ASSIGNED TASK. For each line in the data below that holds "Woodmere", return a copy.

━━━━━ DATA SUPPLIED

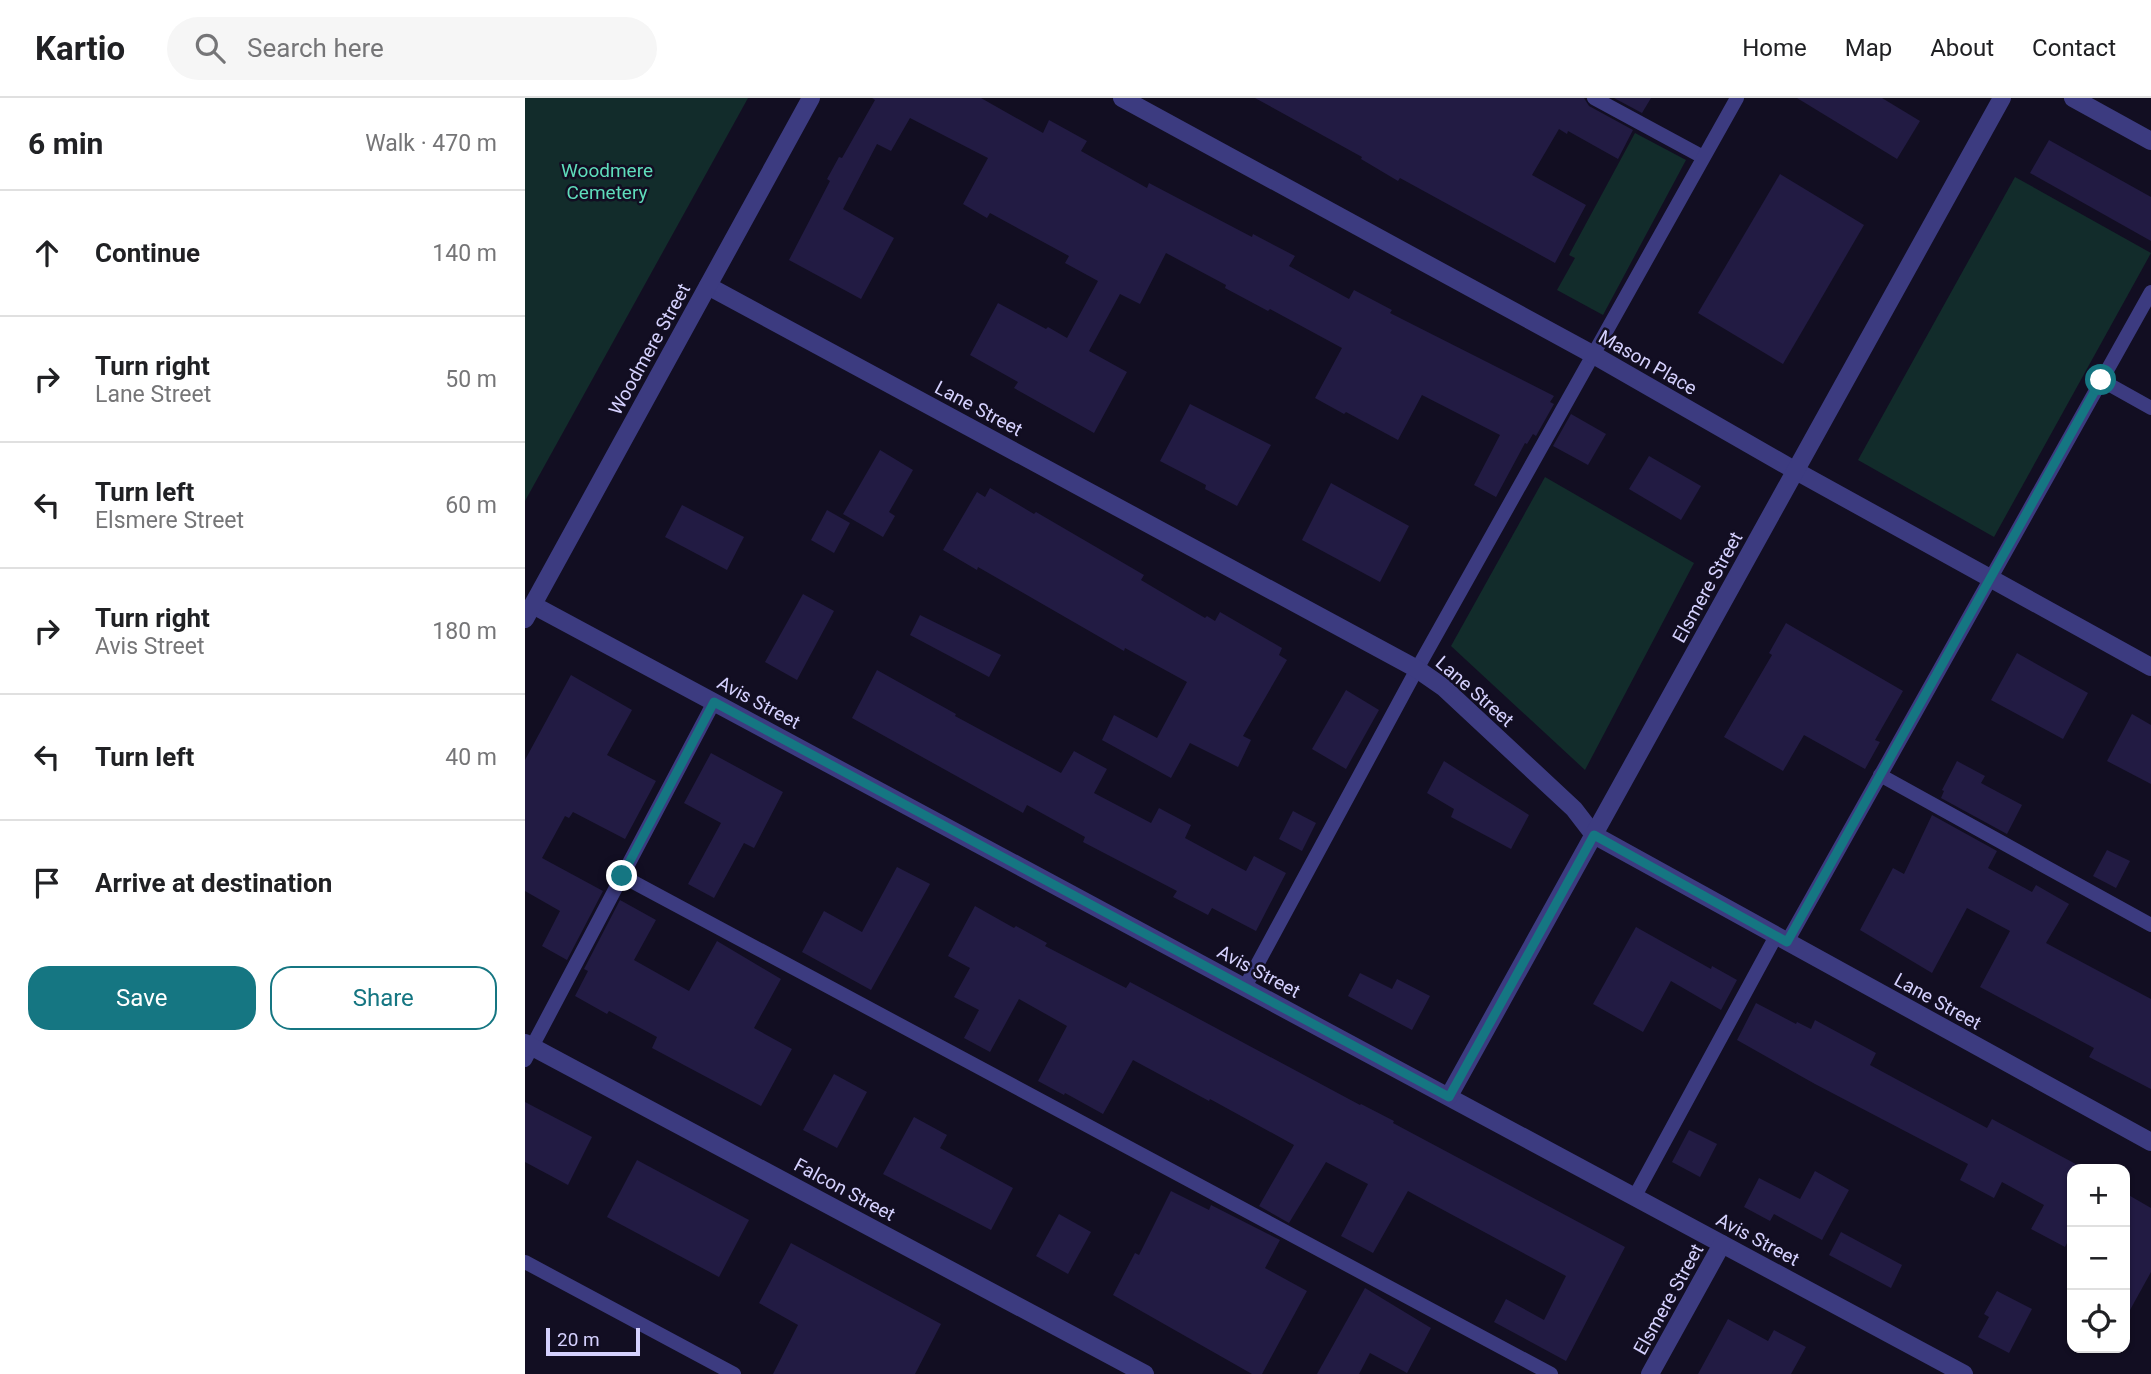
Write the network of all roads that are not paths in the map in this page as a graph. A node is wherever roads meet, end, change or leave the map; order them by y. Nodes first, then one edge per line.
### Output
1 (811, 98) edge
2 (1122, 98) edge
3 (1594, 98) edge
4 (1737, 98) edge
5 (2002, 98) edge
6 (2073, 98) edge
7 (2151, 141) edge
8 (1703, 158) junction
9 (708, 286) junction
10 (2151, 292) edge
11 (1592, 354) junction
12 (2101, 380) junction
13 (2151, 408) edge
14 (1796, 471) junction
15 (1990, 578) junction
16 (529, 612) edge
17 (2151, 667) edge
18 (1417, 669) junction
19 (714, 702) junction
20 (1880, 775) junction
21 (1594, 835) junction
22 (622, 876) junction
23 (2151, 925) edge
24 (1782, 939) junction
25 (1245, 987) junction
26 (527, 1050) edge
27 (1449, 1097) junction
28 (2151, 1142) edge
29 (1635, 1196) junction
30 (1722, 1244) junction
31 (525, 1262) edge
32 (734, 1374) edge
33 (1145, 1374) edge
34 (1551, 1374) edge
35 (1650, 1374) edge
36 (1964, 1374) edge

1 - 9 street, Woodmere Street
2 - 11 street, Mason Place
3 - 8 lane
4 - 8 lane
5 - 14 street, Elsmere Street
6 - 7 street
8 - 11 lane
9 - 16 street, Woodmere Street
9 - 18 street, Lane Street
10 - 12 lane
11 - 14 street, Mason Place
11 - 18 lane
12 - 13 lane
12 - 15 lane
14 - 15 street, Mason Place
14 - 21 street, Elsmere Street
15 - 17 street, Mason Place
15 - 20 lane
16 - 19 street, Avis Street
18 - 21 street, Lane Street
18 - 25 lane
19 - 22 lane
19 - 25 street, Avis Street
20 - 23 lane
20 - 24 lane
21 - 24 street, Lane Street
21 - 27 street, Elsmere Street
22 - 26 lane
22 - 34 lane
24 - 28 street, Lane Street
24 - 29 lane
25 - 27 street, Avis Street
26 - 33 street, Falcon Street
27 - 29 street, Avis Street
29 - 30 street, Avis Street
30 - 35 street, Elsmere Street
30 - 36 street, Avis Street
31 - 32 lane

━━━━━━━━━━

YOUR SOLUTION.
1 - 9 street, Woodmere Street
9 - 16 street, Woodmere Street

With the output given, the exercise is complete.